Qualquer subsídio do Estado obriga a regularidade da situação com a Segurança Social e com a Autoridade Tributária?
Gerou controvérsia e deverá levar a pedidos de inconstitucionalidade a alteração ao artigo 3.º da Portaria n.º 138/2025/1, de 28 de Março, referente às regras de apuramento do valor do Subsídio Social de Mobilidade. A publicação da Portaria n.º 12-B/2026/1, de 6 de Janeiro, determina que o pagamento do apoio nas ligações de transporte entre o continente e as regiões autónomas da Madeira e dos Açores depende também da regularidade da situação contributiva e tributária do beneficiário perante a Segurança Social e a Autoridade Tributária e Aduaneira. Segundo o novo articulado, não pode ser pago qualquer valor enquanto houver dívida. Ontem numa reacção a uma das notícias publicadas no DIÁRIO sobre as alterações introduzidas, um leitor anónimo escreveu: “Qualquer subsídio do Estado obriga a que se tenha regularizada a situação com a Segurança Social e com a Autoridade Tributária”. Mas será assim?

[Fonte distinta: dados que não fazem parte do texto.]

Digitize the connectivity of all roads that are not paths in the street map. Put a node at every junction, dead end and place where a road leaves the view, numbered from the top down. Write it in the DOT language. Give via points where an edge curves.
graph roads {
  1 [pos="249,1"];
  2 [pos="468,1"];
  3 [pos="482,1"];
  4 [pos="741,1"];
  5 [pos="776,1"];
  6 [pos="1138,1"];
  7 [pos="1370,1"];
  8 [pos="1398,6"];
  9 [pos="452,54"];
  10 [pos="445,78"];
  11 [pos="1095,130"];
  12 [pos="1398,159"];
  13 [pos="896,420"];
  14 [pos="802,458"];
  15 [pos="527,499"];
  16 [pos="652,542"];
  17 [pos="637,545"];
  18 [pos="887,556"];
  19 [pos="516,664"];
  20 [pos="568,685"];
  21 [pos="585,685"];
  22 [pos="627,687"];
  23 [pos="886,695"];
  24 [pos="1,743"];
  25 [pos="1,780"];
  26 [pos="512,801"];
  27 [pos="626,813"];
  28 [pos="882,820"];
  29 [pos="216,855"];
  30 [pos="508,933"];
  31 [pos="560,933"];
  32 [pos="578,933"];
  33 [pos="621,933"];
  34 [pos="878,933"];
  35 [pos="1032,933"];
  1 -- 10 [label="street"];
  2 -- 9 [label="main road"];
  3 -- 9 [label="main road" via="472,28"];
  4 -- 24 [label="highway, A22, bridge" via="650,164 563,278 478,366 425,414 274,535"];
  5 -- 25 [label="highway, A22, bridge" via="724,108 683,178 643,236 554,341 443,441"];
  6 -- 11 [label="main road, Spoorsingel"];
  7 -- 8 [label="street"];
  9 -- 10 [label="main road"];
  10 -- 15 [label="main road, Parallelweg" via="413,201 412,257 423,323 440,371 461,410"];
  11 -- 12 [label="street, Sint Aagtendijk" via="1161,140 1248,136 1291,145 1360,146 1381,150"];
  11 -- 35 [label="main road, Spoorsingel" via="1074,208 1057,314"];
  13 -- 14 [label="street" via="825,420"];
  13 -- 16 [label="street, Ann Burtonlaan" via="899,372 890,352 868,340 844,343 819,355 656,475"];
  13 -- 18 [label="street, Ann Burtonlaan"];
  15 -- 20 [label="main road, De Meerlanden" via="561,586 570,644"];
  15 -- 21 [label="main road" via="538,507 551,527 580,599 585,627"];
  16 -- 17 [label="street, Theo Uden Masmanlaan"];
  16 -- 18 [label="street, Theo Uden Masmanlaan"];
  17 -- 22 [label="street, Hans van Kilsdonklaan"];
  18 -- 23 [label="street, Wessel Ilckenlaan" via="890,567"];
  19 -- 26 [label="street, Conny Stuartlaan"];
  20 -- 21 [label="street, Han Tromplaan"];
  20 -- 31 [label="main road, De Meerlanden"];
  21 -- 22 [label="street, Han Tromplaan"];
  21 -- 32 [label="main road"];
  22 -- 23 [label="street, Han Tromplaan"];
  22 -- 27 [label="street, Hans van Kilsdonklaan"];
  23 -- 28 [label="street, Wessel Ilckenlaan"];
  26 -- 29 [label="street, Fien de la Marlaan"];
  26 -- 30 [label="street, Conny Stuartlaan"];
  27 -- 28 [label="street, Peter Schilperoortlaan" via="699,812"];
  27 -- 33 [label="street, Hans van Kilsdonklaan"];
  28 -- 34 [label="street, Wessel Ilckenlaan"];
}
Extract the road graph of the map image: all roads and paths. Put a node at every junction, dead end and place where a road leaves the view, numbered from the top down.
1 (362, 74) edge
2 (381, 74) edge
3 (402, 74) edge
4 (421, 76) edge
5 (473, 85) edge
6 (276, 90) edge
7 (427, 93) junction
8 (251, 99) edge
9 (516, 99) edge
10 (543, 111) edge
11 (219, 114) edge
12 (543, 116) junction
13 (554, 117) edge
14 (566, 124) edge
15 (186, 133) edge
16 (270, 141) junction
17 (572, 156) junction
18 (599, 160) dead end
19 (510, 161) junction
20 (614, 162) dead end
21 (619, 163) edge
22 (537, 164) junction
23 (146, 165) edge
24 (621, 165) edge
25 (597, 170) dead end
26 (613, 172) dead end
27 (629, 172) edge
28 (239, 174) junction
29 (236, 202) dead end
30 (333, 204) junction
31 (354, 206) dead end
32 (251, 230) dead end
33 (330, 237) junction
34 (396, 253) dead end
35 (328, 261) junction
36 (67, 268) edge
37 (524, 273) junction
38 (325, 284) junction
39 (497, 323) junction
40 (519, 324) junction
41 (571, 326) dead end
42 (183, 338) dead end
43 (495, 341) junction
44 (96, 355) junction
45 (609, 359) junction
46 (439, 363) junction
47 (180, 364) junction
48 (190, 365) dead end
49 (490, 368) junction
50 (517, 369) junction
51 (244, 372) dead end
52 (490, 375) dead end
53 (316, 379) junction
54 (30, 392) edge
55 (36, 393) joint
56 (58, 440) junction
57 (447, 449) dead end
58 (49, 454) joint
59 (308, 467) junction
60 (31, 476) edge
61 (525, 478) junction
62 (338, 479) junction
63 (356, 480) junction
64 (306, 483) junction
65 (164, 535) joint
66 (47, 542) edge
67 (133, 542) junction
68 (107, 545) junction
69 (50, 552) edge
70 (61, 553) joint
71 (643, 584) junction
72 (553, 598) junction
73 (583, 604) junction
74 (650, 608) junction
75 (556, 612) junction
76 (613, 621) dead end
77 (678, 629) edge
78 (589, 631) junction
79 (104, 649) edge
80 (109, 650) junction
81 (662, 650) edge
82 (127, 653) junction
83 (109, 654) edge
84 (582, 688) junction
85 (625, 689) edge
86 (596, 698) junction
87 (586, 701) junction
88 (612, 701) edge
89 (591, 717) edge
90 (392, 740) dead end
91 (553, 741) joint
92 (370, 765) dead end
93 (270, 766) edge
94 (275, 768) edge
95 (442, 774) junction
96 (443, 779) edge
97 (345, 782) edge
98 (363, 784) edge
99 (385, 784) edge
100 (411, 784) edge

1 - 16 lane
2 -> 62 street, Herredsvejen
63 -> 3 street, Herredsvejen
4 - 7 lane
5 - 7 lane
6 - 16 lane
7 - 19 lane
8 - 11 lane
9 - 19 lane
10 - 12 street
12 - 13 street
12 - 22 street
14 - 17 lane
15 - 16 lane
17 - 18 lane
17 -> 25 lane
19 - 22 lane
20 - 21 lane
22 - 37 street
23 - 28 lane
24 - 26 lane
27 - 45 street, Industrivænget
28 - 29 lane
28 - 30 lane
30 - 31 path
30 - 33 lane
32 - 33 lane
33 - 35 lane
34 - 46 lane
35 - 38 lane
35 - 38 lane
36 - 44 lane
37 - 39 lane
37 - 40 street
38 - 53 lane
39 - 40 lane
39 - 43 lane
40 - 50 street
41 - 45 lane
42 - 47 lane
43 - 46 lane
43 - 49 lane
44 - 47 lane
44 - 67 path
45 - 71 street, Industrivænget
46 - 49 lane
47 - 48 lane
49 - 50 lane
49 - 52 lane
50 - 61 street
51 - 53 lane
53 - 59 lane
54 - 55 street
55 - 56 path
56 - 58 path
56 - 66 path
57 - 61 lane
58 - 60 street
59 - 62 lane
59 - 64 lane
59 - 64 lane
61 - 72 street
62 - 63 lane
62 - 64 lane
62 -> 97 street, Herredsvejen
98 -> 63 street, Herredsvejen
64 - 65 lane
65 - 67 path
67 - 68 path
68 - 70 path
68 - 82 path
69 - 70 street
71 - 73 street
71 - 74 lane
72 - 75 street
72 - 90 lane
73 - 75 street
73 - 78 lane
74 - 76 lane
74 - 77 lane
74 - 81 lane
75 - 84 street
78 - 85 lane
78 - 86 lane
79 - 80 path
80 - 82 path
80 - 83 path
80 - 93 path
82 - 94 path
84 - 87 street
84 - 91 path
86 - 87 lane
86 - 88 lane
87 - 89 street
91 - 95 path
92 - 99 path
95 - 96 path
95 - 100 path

A Portaria n.º 12-A/2026/1 publicada no dia 6 em Diário da República cria e regulamenta a forma de disponibilização e funcionamento da plataforma electrónica para a gestão, atribuição e pagamento do Subsídio Social de Mobilidade aplicável aos serviços de transporte entre o continente e as regiões autónomas da Madeira e dos Açores; enquanto a Portaria n.º 12-B/2026/1, publicada também no mesmo dia, altera a Portaria n.º 138/2025/1, de 28 de Março, que define o modo de proceder ao apuramento do valor do Subsídio Social de Mobilidade. Até agora o pedido de reembolso no âmbito do Subsídio Social de Mobilidade era feito apenas presencialmente nos balcões dos CTT, mediante identificação, bilhete da viagem (cartão de embarque aéreo ou bilhete de ferry) ou comprovativo de embarque, factura e recibo ou factura-recibo da compra do bilhete, com a informação sobre os vários elementos do custo elegível; cartão de cidadão ou cartão de contribuinte para comprovar domicílio fiscal nas regiões autónomas. Nada era pedido para comprovar a não existência de dívidas à Segurança Social e à Autoridade Tributária.
Se olharmos a nível nacional aos transportes que são subsidiados, há o exemplo do Passe Ferroviário Verde, que permite viagens ilimitadas em comboios Regionais, InterRegionais e Urbanos (fora das áreas metropolitanas abrangidos por passe intermodal) e Intercidades. Este passe, que é válido para cidadãos portugueses e cidadãos estrangeiros residentes em Portugal, custa 20€ (30 dias), 40€ (60 dias) ou 60€ (90 dias). Pode ser adquirido em qualquer idade, sem justificar profissão, rendimento ou frequência. Para requisitar ou renovar o Cartão CP nas bilheteiras é necessário apenas prova de identidade, contribuinte e de residência. Se realizar o pedido no site, é necessária apenas a Chave Móvel Digital.
Por exemplo no caso do passe Navegante, que permite usar todos os transportes públicos da área metropolitana de Lisboa, o acesso ao passe para este meio subsidiado pelo Estado exige apenas o formulário próprio e documento de identificação, tem um custo máximo de 40 euros por mês.
Num outro âmbito de apoios está o Rendimento Social de Inserção, que é uma prestação de caráter solidário atribuída a pessoas ou famílias em situação de pobreza extrema. Também não requer a apresentação de declaração de não dívida às duas referidas entidades. A regra de acesso incide na condição de rendimentos e composição familiar, embora implique geralmente a verificação de rendimentos e activos do agregado familiar, mas não a situação de dívidas fiscais/contributivas.
O Abono de Família e Abono de Família Pré-Natal, bem como o Complemento Solidário para Idosos também são atribuídos pelo Estado com base na residência e condição de recursos do agregado, sem obrigatoriedade da referida certidão, que não é pedida, importa referir, para requerer o Subsídio de Desemprego.
Mas a verdade é que nem sempre é assim. Subsídios como os do Fundo Ambiental, para a compra de carros eléctricos ou equipamentos mais eficientes e amigos do ambiente, entre outros documentos é obrigatório para submeter com sucesso a candidatura as certidões de não dívida ao Fisco e à Segurança Social. O mesmo acontece com apoios ao investimento.
Pelos vários exemplos aqui referidos, é falso que o Estado obrigue a ter regularizada a situação com a Segurança Social e com a Autoridade Tributária para aceder a qualquer subsídio. A exigência depende do tipo de subsídio.